For anyone who has managed even three birds at once, the operational demands of 160 endangered parrots are not abstract. Species-specific dietary requirements, air quality management, quarantine protocols for a conservation-grade breeding program tracking over 100 endangered species across genetic lines intended for eventual wild reintroduction: these are not weekend tasks. Lemssouguer has not detailed his specific husbandry systems publicly, but the scale and conservation intent of the operation make clear that this is professional-grade animal management running in parallel with a $20 billion fund.
Lemssouguer grew up in Morocco, studied mathematics at France's elite École Polytechnique, and spent six years at Credit Suisse, where he became the bank's top bond trader and reportedly generated $220 million in profit-and-loss in 2020 alone. He abstains from alcohol and does not drive. His fund employs 20 analysts, drawn from countries including Afghanistan, Turkey, and Ukraine. His downtime belongs to the flock.

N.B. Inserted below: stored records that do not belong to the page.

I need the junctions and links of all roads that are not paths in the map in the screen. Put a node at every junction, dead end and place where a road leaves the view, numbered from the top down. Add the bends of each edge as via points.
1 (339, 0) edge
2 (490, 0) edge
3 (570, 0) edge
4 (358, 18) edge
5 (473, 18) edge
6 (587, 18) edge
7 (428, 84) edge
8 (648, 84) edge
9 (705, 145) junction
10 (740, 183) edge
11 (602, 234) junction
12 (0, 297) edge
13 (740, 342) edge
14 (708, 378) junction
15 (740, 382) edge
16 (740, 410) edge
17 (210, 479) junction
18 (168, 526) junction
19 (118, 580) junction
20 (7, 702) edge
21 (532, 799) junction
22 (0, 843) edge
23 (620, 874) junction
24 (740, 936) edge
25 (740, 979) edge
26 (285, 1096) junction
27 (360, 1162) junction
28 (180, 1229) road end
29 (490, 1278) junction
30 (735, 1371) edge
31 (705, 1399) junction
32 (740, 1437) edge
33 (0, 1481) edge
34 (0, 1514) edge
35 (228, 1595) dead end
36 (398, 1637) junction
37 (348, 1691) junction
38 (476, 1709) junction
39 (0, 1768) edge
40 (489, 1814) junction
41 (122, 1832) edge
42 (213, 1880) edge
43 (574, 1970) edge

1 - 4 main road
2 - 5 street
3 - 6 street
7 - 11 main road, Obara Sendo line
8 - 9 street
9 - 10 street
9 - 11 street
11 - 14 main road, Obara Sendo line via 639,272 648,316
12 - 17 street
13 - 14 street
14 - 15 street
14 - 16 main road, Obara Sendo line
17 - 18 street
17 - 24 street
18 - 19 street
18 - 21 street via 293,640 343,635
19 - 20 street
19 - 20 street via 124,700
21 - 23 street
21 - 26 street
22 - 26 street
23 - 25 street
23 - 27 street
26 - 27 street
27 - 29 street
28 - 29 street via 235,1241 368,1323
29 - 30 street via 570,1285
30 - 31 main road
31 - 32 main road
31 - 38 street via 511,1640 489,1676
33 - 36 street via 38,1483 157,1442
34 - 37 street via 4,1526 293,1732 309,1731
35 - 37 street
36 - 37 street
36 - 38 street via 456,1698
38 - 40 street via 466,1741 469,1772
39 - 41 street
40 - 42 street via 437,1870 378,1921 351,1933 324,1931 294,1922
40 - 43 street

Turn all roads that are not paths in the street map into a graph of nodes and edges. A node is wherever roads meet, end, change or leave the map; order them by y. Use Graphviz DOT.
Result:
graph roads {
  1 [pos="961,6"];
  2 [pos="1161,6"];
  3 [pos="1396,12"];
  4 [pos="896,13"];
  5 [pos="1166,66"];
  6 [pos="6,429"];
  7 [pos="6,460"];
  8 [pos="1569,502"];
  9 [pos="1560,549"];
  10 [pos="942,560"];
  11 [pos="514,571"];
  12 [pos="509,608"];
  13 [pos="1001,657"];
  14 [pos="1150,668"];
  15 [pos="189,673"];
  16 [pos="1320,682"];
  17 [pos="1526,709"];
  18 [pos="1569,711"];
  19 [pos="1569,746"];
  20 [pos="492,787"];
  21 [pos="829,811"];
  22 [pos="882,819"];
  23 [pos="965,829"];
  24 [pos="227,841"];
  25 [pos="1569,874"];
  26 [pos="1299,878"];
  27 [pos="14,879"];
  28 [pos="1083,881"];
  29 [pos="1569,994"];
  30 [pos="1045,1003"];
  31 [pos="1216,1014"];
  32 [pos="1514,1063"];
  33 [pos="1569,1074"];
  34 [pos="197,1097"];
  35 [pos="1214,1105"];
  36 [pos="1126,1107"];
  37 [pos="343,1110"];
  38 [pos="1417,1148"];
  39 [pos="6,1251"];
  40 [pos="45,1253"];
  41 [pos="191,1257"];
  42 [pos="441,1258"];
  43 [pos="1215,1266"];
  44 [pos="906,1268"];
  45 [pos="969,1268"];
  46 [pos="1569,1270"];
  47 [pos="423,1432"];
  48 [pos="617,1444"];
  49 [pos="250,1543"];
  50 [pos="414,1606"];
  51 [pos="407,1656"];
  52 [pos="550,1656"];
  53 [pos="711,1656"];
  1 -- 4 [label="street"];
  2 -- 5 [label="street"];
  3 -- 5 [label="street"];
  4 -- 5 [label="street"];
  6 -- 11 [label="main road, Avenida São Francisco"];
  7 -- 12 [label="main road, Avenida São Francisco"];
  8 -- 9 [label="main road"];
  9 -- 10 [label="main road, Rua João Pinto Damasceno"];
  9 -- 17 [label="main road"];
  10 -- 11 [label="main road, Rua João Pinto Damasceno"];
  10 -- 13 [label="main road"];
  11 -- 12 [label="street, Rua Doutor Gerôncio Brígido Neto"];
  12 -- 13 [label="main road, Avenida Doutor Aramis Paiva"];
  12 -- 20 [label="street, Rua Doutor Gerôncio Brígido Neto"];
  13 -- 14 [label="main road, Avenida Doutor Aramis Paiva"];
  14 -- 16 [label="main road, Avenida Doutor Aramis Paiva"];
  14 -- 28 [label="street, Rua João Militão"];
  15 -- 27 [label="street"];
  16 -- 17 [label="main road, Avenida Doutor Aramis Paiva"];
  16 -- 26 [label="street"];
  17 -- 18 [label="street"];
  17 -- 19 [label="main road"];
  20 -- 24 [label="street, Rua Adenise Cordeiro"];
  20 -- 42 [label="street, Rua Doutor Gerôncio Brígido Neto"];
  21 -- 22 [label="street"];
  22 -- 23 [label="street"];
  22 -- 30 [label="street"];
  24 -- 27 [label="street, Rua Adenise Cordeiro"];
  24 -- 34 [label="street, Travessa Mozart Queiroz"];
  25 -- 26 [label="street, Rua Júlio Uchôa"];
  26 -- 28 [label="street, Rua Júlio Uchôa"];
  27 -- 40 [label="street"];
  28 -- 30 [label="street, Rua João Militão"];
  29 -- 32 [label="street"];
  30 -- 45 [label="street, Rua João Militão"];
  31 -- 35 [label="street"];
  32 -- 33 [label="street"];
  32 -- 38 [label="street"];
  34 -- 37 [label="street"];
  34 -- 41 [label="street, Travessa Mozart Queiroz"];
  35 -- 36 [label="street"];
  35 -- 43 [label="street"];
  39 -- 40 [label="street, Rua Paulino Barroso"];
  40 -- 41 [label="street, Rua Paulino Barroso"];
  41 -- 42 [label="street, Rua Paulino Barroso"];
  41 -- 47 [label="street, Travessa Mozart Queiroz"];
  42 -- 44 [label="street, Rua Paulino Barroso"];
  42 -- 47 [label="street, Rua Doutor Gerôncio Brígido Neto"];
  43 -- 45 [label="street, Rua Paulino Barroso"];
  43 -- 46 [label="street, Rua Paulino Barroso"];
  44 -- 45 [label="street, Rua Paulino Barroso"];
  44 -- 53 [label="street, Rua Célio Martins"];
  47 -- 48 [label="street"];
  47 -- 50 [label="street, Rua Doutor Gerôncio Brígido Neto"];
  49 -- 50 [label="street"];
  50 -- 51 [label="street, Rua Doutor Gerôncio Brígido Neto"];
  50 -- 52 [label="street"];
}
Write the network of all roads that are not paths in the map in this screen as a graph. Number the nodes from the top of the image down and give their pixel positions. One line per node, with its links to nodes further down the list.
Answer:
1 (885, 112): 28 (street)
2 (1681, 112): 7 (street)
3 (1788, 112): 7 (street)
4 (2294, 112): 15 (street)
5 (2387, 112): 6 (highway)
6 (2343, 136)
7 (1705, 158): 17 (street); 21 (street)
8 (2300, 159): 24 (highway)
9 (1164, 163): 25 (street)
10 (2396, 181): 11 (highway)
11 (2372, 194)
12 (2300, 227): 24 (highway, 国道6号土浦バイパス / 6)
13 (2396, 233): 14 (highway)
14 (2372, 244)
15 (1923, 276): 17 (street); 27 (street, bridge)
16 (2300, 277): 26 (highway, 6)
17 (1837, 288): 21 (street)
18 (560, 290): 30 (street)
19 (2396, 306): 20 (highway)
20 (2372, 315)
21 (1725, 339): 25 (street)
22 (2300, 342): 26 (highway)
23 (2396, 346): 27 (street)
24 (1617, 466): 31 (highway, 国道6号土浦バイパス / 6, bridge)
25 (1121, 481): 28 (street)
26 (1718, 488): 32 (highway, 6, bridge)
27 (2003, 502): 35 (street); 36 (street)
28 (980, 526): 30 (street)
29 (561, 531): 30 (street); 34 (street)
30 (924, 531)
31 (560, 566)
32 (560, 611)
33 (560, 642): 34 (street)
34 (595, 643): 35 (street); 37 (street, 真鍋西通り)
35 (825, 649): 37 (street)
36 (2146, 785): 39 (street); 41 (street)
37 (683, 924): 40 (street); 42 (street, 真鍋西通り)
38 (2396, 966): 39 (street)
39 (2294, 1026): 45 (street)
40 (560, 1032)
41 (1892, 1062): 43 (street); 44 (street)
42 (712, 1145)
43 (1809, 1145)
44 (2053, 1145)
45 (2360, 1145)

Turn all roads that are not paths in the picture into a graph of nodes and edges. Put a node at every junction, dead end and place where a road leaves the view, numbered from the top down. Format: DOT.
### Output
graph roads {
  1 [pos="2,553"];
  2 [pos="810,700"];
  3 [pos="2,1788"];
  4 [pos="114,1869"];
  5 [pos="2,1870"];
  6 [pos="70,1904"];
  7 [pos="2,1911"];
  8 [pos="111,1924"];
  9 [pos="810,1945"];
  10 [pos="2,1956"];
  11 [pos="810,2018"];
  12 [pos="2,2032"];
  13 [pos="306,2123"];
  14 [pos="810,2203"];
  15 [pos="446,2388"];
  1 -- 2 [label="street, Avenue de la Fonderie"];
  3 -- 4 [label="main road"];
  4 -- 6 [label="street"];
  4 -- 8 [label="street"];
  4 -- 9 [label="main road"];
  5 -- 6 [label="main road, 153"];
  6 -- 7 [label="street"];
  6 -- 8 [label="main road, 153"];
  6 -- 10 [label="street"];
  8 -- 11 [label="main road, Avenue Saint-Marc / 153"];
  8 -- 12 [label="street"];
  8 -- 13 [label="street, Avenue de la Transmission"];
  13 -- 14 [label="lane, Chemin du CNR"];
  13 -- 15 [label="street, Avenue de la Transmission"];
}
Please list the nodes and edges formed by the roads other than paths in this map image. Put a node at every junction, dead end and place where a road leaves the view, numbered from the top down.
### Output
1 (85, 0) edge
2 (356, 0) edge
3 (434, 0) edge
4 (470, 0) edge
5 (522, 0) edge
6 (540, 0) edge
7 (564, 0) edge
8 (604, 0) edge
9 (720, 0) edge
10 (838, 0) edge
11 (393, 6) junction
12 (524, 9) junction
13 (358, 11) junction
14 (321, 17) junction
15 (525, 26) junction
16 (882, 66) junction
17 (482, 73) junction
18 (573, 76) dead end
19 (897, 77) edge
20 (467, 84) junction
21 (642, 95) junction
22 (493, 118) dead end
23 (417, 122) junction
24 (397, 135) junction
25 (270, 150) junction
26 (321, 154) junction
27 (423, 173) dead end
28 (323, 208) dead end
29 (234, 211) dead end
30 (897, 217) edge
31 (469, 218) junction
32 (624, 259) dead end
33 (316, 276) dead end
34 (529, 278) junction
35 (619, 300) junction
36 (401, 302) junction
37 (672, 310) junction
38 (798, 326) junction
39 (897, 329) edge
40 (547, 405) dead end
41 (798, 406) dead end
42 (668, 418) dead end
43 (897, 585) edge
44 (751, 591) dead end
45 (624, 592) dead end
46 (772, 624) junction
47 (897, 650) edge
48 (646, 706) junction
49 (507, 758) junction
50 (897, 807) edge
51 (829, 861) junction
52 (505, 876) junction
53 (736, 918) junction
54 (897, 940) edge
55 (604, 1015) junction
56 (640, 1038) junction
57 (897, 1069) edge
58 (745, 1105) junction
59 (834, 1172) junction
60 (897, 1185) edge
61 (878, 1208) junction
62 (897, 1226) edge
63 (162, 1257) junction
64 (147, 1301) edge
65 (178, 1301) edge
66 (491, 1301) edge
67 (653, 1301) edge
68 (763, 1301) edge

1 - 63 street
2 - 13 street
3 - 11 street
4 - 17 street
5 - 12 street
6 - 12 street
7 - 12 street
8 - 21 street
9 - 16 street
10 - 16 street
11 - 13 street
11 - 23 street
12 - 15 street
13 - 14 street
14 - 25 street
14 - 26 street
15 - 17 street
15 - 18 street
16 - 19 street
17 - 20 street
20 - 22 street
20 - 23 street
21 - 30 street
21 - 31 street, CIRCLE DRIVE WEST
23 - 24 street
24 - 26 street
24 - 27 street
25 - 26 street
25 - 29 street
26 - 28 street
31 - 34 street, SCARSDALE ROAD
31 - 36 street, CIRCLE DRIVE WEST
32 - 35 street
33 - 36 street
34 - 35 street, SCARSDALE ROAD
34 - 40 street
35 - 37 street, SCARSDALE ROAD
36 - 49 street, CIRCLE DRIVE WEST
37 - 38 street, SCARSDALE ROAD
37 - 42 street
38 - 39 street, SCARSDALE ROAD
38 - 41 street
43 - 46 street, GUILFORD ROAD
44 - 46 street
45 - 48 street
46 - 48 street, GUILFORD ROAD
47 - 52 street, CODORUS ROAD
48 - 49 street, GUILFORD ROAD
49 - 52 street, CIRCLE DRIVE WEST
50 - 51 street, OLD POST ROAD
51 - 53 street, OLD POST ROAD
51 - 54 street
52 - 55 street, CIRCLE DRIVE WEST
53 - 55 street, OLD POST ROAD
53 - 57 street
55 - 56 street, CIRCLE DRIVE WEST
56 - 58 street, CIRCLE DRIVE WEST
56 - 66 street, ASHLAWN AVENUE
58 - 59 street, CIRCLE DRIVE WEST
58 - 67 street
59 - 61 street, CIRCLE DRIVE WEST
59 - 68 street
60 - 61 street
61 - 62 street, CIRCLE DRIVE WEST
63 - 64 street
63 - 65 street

The philosophy connecting both operations is consistent: contrarian conviction, meticulous research, and a willingness to commit to timelines that most people would find uncomfortable. A 20-year reintroduction program for endangered parrots is not a casual hobby. It is a long position on a species.
Ten habits to steal for a flock of one to three birds
Running 160 endangered birds toward wildlife reintroduction requires systems that every parrot owner can scale down to a single cage. These are the practices that separate a healthy household flock from a crisis in progress.
Quarantine every new arrival for at least 30 days in a separate airspace before any contact with your existing birds. Psittacine diseases including PBFD and psittacosis do not require direct contact to spread. Shared air is sufficient.
Work with an avian-certified veterinarian, not a generalist. Annual wellness exams should include PCR testing for psittacine beak and feather disease, psittacosis, and Avian Bornavirus. These are the infections that move silently through a flock for months before symptoms emerge.
Run HEPA filtration in your bird room. Feather dust is a documented respiratory hazard for both birds and humans. Above one bird in a household, air filtration stops being optional.
Write down a diet protocol and follow it with genuine consistency. Species-appropriate nutrition means fresh produce, quality formulated pellets, and minimal seed. Document what you feed and when. Intentional changes are manageable; untracked drift is not.
Keep a maintenance log. Record every cage clean, diet change, behavioral observation, and vet visit by date. Patterns in the data surface problems weeks before they become emergencies.
Rotate enrichment on a weekly schedule. A bored parrot is a self-destructive parrot. Treat foraging enrichment and novel stimulation as preventive medicine rather than decoration.
Pre-identify an emergency avian vet before you need one. Locate your nearest 24-hour avian clinic and save the number now. A wing injury or respiratory event will not wait for a Google search.
Name an emergency caretaker and train them properly. This person should know your birds' feeding routines, behavioral baselines, and vet contacts before any emergency occurs. Contingency planning is basic animal welfare, not a precaution for extreme scenarios.
Understand the genetics of what you are keeping. Conservation breeding programs like Lemssouguer's maintain full genetic records to maximize population diversity. Even hobbyist owners of breeding pairs benefit from knowing bloodlines and understanding what responsible pairing looks like.
Think in decades, not years. A hyacinth macaw, one of the Arini tribe that inspired Lemssouguer's fund name, can live 60 years. Many large parrots outlive their owners. Every decision about which bird to bring home should account for the full arc of that animal's life, not just the excitement of the first few months.